This is a landscape project and I’d been considering working a bit more on my Tin Pots Hill piece but the sun came out and water is more attractive, especially down the estuary.
I find holding a sketch pad in one hand while standing to draw (and taking a seat and an easel to an outdoor venue isn’t possible) so I take photos to bring back home. In this instance, I found I preferred a panoramic view I’d taken earlier so I ran this through Paintshop Pro to reduce it to grey-scale, then manipulated the contrast for drama.
This is the original, a series of snaps on my phone that Google turned into a pano.
This is the grey-scale
And this the adjusted version
I’ve taped them onto my easel and made a sketch in conte and Fineliner under the contrast version to get a feel of the shapes. I rather fancy using black cartridge for this, adding white instead of black but if that doesn’t work, what’s lost? Nothing.
I can see the bridge to the left is at the wrong angle so that’s a thing to look out for. Can’t wait to see how this will work out!
How about that for an immediately obvious rookie mistake – the thing needs to be in widescreen, no wonder the foreground is all out of kilter. Still, it feels like a good start and I like the idea of blending and reductive drawing out of the image. Also, nice clouds!

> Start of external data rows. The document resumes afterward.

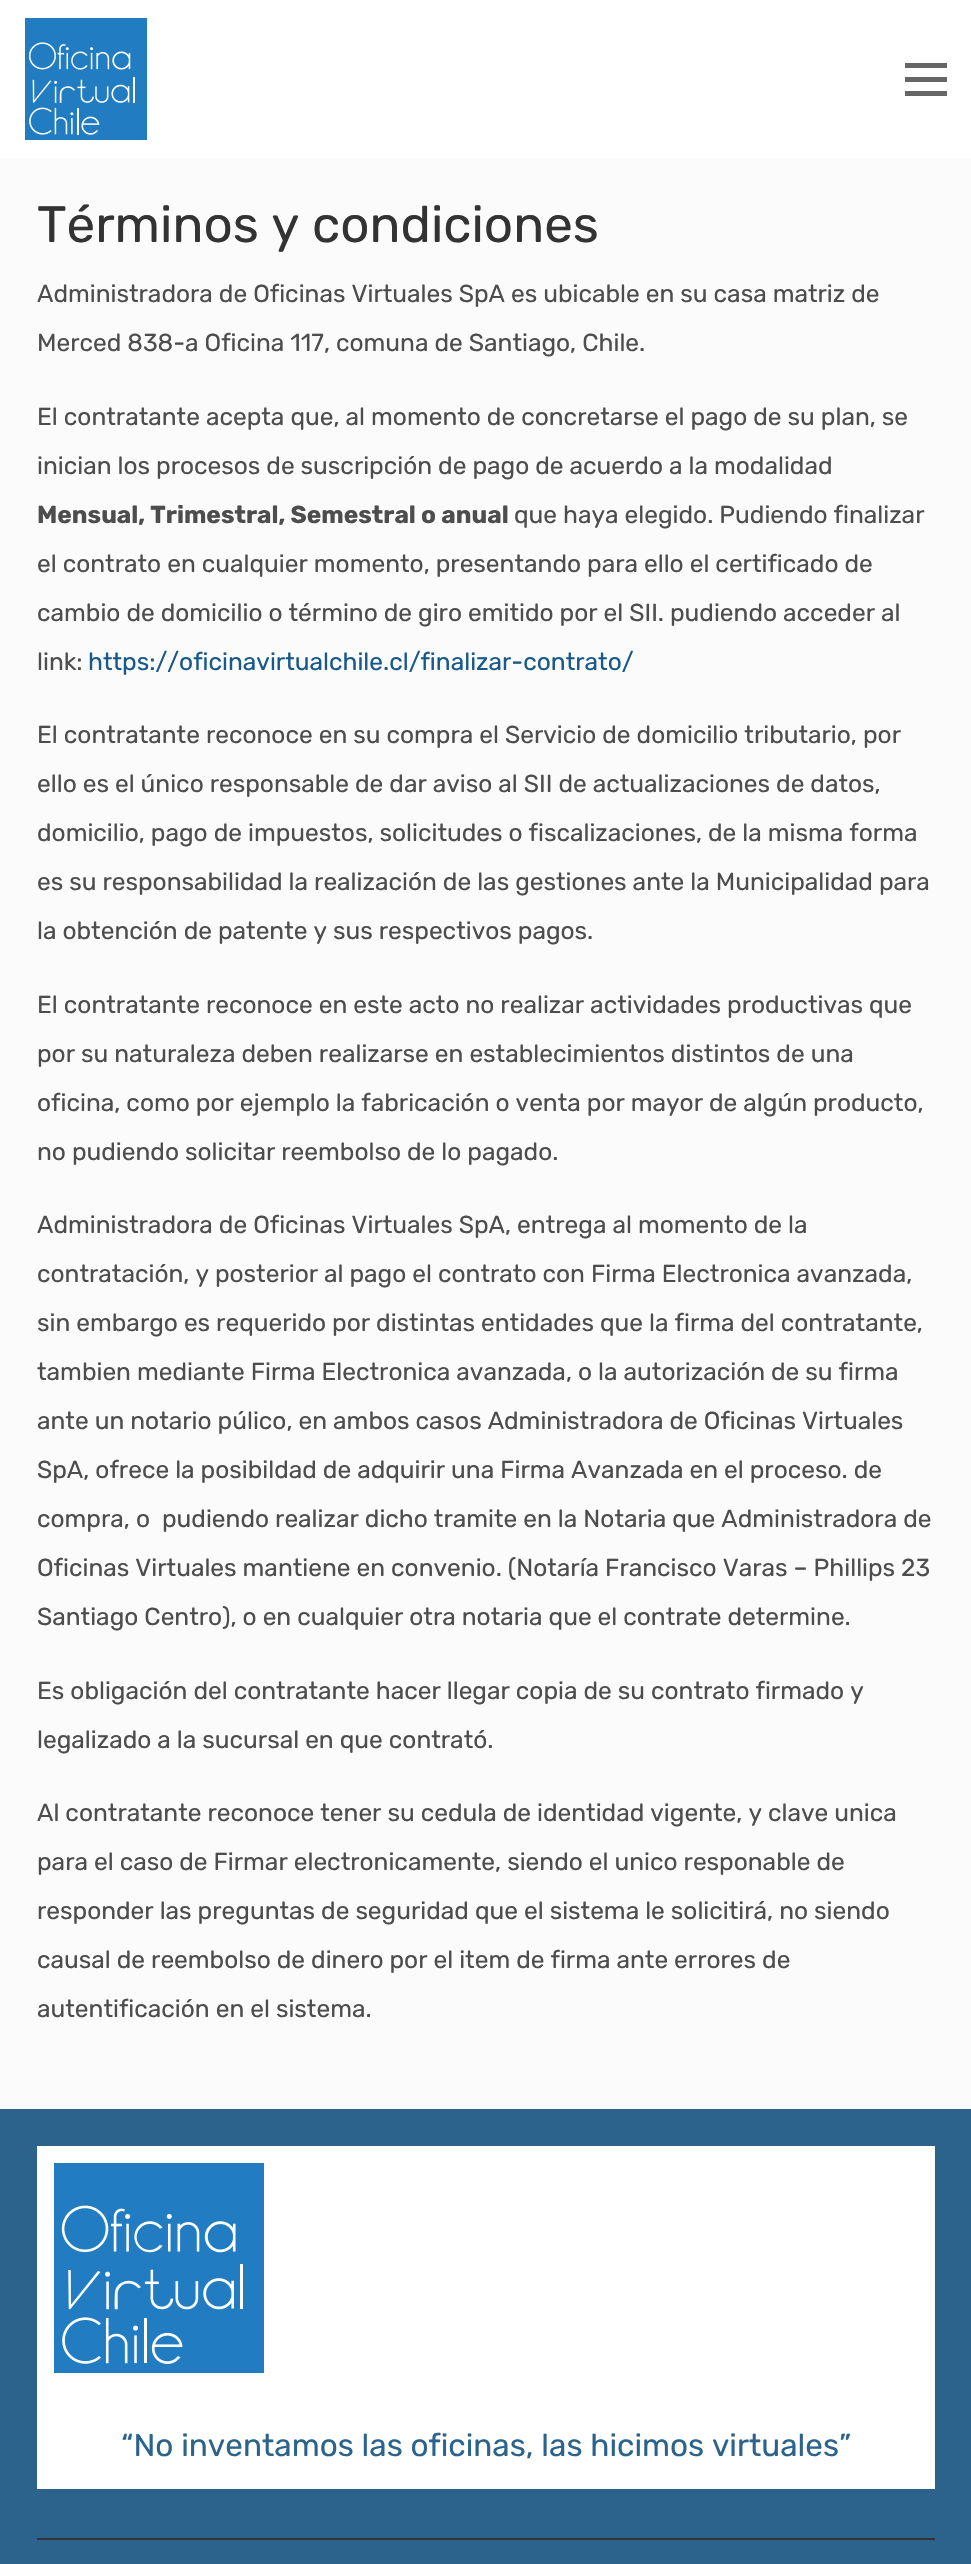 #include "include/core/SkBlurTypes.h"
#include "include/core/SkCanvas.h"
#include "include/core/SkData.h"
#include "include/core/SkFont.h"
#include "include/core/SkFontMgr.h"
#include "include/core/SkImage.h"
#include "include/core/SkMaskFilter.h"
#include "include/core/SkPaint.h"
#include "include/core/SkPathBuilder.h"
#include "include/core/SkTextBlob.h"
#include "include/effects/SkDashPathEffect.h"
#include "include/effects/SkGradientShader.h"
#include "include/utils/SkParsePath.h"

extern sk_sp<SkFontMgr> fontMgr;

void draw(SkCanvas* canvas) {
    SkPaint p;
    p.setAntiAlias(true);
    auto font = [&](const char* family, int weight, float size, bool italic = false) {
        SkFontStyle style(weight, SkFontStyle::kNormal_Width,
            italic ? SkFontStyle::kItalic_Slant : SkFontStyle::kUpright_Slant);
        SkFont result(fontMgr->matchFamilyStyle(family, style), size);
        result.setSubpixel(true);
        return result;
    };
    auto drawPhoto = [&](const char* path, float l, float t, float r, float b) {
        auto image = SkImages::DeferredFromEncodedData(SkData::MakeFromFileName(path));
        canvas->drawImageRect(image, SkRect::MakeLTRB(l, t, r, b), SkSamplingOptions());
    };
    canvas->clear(0xFFFBFBFC);
    p.setColor(0xFFFFFFFF);
    canvas->drawRect(SkRect::MakeLTRB(0, 0, 971, 158), p);
    drawPhoto("media/1.png", 25, 18, 147, 140);
    {
        const struct { float l, t, r, b; SkColor color; } items[] = {
            {905, 77, 947, 82, 0xFF666666},
            {905, 63, 947, 68, 0xFF666666},
            {905, 91, 947, 96, 0xFF666666},
        };
        for (auto [l, t, r, b, color] : items) {
            p.setColor(color);
            canvas->drawRect(SkRect::MakeLTRB(l, t, r, b), p);
        }
    }
    auto font1 = font("Rubik", 400, 51.1f);
    p.setColor(0xFF333333);
    canvas->drawString("Términos y condiciones", 37, 242, font1, p);
    auto font2 = font("Rubik", 400, 24.5f);
    p.setColor(0xFF4D4D4D);
    {
        const struct { const char* s; float x, y; } items[] = {
            {"Administradora de Oficinas Virtuales SpA es ubicable en su casa matriz de", 37, 302},
            {"Merced 838-a Oficina 117, comuna de Santiago, Chile.", 37, 351},
            {"El contratante acepta que, al momento de concretarse el pago de su plan, se", 37, 425},
            {"inician los procesos de suscripción de pago de acuerdo a la modalidad", 37, 474},
        };
        for (auto [s, x, y] : items) {
            canvas->drawString(s, x, y, font2, p);
        }
    }
    auto font3 = font("Rubik", 700, 24.5f);
    canvas->drawString("Mensual, Trimestral, Semestral o anual", 37, 523, font3, p);
    {
        const struct { const char* s; float x, y; } items[] = {
            {"que haya elegido. Pudiendo finalizar", 514, 523},
            {"el contrato en cualquier momento, presentando para ello el certificado de", 37, 572},
            {"cambio de domicilio o término de giro emitido por el SII. pudiendo acceder al", 37, 621},
            {"link:", 37, 670},
        };
        for (auto [s, x, y] : items) {
            canvas->drawString(s, x, y, font2, p);
        }
    }
    p.setColor(0xFF19598A);
    canvas->drawString("https://oficinavirtualchile.cl/finalizar-contrato/", 88, 670, font2, p);
    p.setColor(0xFF4D4D4D);
    {
        const struct { const char* s; float x, y; } items[] = {
            {"El contratante reconoce en su compra el Servicio de domicilio tributario, por", 37, 743},
            {"ello es el único responsable de dar aviso al SII de actualizaciones de datos,", 37, 792},
            {"domicilio, pago de impuestos, solicitudes o fiscalizaciones, de la misma forma", 37, 841},
            {"es su responsabilidad la realización de las gestiones ante la Municipalidad para", 37, 890},
            {"la obtención de patente y sus respectivos pagos.", 37, 939},
            {"El contratante reconoce en este acto no realizar actividades productivas que", 37, 1013},
            {"por su naturaleza deben realizarse en establecimientos distintos de una", 37, 1062},
            {"oficina, como por ejemplo la fabricación o venta por mayor de algún producto,", 37, 1111},
            {"no pudiendo solicitar reembolso de lo pagado.", 37, 1160},
            {"Administradora de Oficinas Virtuales SpA, entrega al momento de la", 37, 1233},
            {"contratación, y posterior al pago el contrato con Firma Electronica avanzada,", 37, 1282},
            {"sin embargo es requerido por distintas entidades que la firma del contratante,", 37, 1331},
            {"tambien mediante Firma Electronica avanzada, o la autorización de su firma", 37, 1380},
            {"ante un notario púlico, en ambos casos Administradora de Oficinas Virtuales", 37, 1429},
            {"SpA, ofrece la posibildad de adquirir una Firma Avanzada en el proceso. de", 37, 1478},
            {"compra, o", 37, 1527},
            {"pudiendo realizar dicho tramite en la Notaria que Administradora de", 162, 1527},
            {"Oficinas Virtuales mantiene en convenio. (Notaría Francisco Varas – Phillips 23", 37, 1576},
            {"Santiago Centro), o en cualquier otra notaria que el contrate determine.", 37, 1625},
            {"Es obligación del contratante hacer llegar copia de su contrato firmado y", 37, 1699},
            {"legalizado a la sucursal en que contrató.", 37, 1748},
            {"Al contratante reconoce tener su cedula de identidad vigente, y clave unica", 37, 1821},
            {"para el caso de Firmar electronicamente, siendo el unico responable de", 37, 1870},
            {"responder las preguntas de seguridad que el sistema le solicitirá, no siendo", 37, 1919},
            {"causal de reembolso de dinero por el item de firma ante errores de", 37, 1968},
            {"autentificación en el sistema.", 37, 2017},
        };
        for (auto [s, x, y] : items) {
            canvas->drawString(s, x, y, font2, p);
        }
    }
    p.setColor(0xFF2B638D);
    canvas->drawRect(SkRect::MakeLTRB(0, 2109, 971, 2564), p);
    p.setColor(0xFFFFFFFF);
    canvas->drawRect(SkRect::MakeLTRB(37, 2146, 935, 2489), p);
    drawPhoto("media/2.png", 54, 2163, 264, 2373);
    auto font4 = font("Rubik", 400, 31.5f);
    p.setColor(0xFF2B638D);
    canvas->drawString("“No inventamos las oficinas, las hicimos virtuales”", 121, 2456, font4, p);
    p.setColor(0xFF333333);
    canvas->drawRect(SkRect::MakeLTRB(37, 2538, 935, 2540), p);
}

9th April and I think I’ve done with this. It was an interesting exercise but I think black on white suits the subject better. I’ve adjusted the ‘frame’ so it’s in a proportion that better reflects the photo. You just have to de-imagine the bottom half!
I’m remembering now that this is actually an exercise in composition – a task involving finding a view that makes the best or most unique image, (or maybe tells a story) and doing this by looking around using a 360 degree lighthouse search. I wonder then if I’d already done that by taking a series of photos I knew Google would turn into a pano and then abstracting shapes from it by adjusting the contrast. I’d like to think it was that intuitive.
10th April. I found another image that may (just) qualify as landscape but to me certainly qualifies as composition and drama.
Here, I’ve mapped out the shapes in white and black gesso, and i’m thinking of using sokme pumice medium for the gravelly ground falling away from the path. I can see how artists become seduced by grungy architectural structures. Maybe it’s a reaction to prettiness.
Tomorrow, I’ll see about some new layers.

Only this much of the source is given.